500 WORDS OR LESS by Juleah del Rosario is absolutely a new favorite young adult novel of mine.  I am looking forward to introducing students, other librarians, and even parents to this novel which is written in verse.  Del Rosario’s debut is a relatively quick and engaging read and I sincerely hope that it is nominated for state awards because I think that students will relate to the characters. Big themes have to do with loneliness, forgiveness, and especially with identity and discovering who we are, particularly when in high school. There is plenty of drama and shunning after a hook-up between biracial Nic Chen and her boyfriend’s best friend, Jordan.  Del Rosario explores the double standard:  “Was there even a male equivalent / to the word ‘whore’?  …. He didn’t have to wear/ Ra-Bans or Chuck Taylors, / or fluorescent-colored anything, / because the way he wore / his arrogance / was enough / to attract / his admirers.”

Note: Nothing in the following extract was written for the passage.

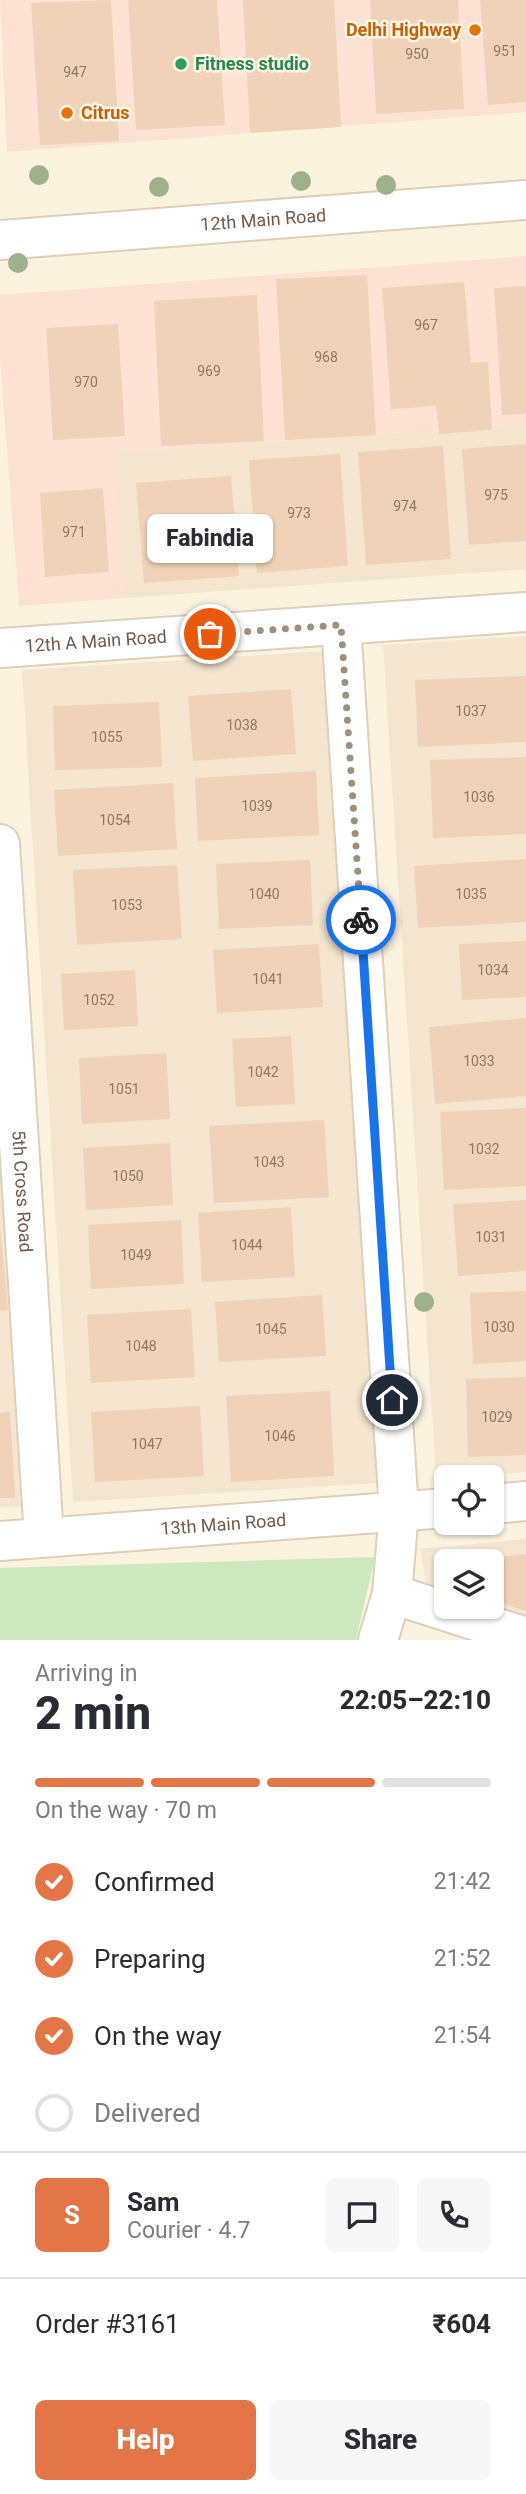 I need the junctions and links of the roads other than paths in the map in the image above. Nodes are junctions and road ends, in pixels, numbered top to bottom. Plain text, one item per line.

And when an unrelated video is edited and posted online, another female classmate says, “For a month, / every time I saw / a guy staring as his phone / for more than two minutes, / I thought he was watching / my video, watching / me.”  In response, Nic asks, “How many of us / had walked through these halls / and felt / exactly the same / as Miranda?”

500 WORDS OR LESS could be used as a One Room One Read book for advisees (homeroom students) and their parents, especially given some of the trauma related to issues of abandonment, of sexual relationships, and of alcohol abuse by both students and a parent. Overall, Del Rosario exhibits a fantastic ability to manipulate words, as shown by both the main text and the inclusion of college application essays which Nic writes for a variety of classmates. In addition to the quotes above, I highlighted many sections to discuss, like: “Why didn’t anyone tell me / how difficult / senior year would be? / How difficult it was to / sit in AP class after AP class, / swallowing facts / by the handful / until you just wanted to vomit / up your entire education.”   OR  “I should have known / a boy’s shrug / meant apathy, / not answers.  / But I wanted so badly / to be / all his answers.”  Look for 500 WORDS OR LESS in the library; del Rosario's acknowledgments include one more key quote: “let’s keep making the world a place where stories can thrive, knowledge is created, and everyone has access to both.”